Your instructions
Verbatim output of the full listing is required.

★ ★ ★ ★ ★ ★ ★

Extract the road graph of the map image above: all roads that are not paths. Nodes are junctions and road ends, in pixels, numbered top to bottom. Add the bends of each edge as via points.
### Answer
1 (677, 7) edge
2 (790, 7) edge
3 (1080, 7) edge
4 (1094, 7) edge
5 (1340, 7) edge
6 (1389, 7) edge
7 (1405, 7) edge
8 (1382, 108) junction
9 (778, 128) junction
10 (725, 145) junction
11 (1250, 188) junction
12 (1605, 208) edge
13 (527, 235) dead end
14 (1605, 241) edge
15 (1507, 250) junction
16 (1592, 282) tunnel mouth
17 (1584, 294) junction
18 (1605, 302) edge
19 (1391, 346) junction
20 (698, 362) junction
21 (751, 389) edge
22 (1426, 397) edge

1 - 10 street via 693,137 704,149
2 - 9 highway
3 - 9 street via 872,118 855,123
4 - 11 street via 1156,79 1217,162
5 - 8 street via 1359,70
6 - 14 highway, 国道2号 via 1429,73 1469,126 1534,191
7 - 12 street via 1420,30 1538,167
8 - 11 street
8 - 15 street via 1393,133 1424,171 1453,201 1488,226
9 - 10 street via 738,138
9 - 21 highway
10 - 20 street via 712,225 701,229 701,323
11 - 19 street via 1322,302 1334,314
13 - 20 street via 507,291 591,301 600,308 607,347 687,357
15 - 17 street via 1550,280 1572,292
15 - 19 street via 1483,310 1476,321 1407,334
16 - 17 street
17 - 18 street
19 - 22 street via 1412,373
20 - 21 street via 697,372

★ ★ ★ ★ ★ ★ ★

Result of the task
Extract the road graph of the map image above: all roads that are not paths. Nodes are junctions and road ends, in pixels, numbered top to bottom. Add the bends of each edge as via points.
### Answer
1 (677, 7) edge
2 (790, 7) edge
3 (1080, 7) edge
4 (1094, 7) edge
5 (1340, 7) edge
6 (1389, 7) edge
7 (1405, 7) edge
8 (1382, 108) junction
9 (778, 128) junction
10 (725, 145) junction
11 (1250, 188) junction
12 (1605, 208) edge
13 (527, 235) dead end
14 (1605, 241) edge
15 (1507, 250) junction
16 (1592, 282) tunnel mouth
17 (1584, 294) junction
18 (1605, 302) edge
19 (1391, 346) junction
20 (698, 362) junction
21 (751, 389) edge
22 (1426, 397) edge

1 - 10 street via 693,137 704,149
2 - 9 highway
3 - 9 street via 872,118 855,123
4 - 11 street via 1156,79 1217,162
5 - 8 street via 1359,70
6 - 14 highway, 国道2号 via 1429,73 1469,126 1534,191
7 - 12 street via 1420,30 1538,167
8 - 11 street
8 - 15 street via 1393,133 1424,171 1453,201 1488,226
9 - 10 street via 738,138
9 - 21 highway
10 - 20 street via 712,225 701,229 701,323
11 - 19 street via 1322,302 1334,314
13 - 20 street via 507,291 591,301 600,308 607,347 687,357
15 - 17 street via 1550,280 1572,292
15 - 19 street via 1483,310 1476,321 1407,334
16 - 17 street
17 - 18 street
19 - 22 street via 1412,373
20 - 21 street via 697,372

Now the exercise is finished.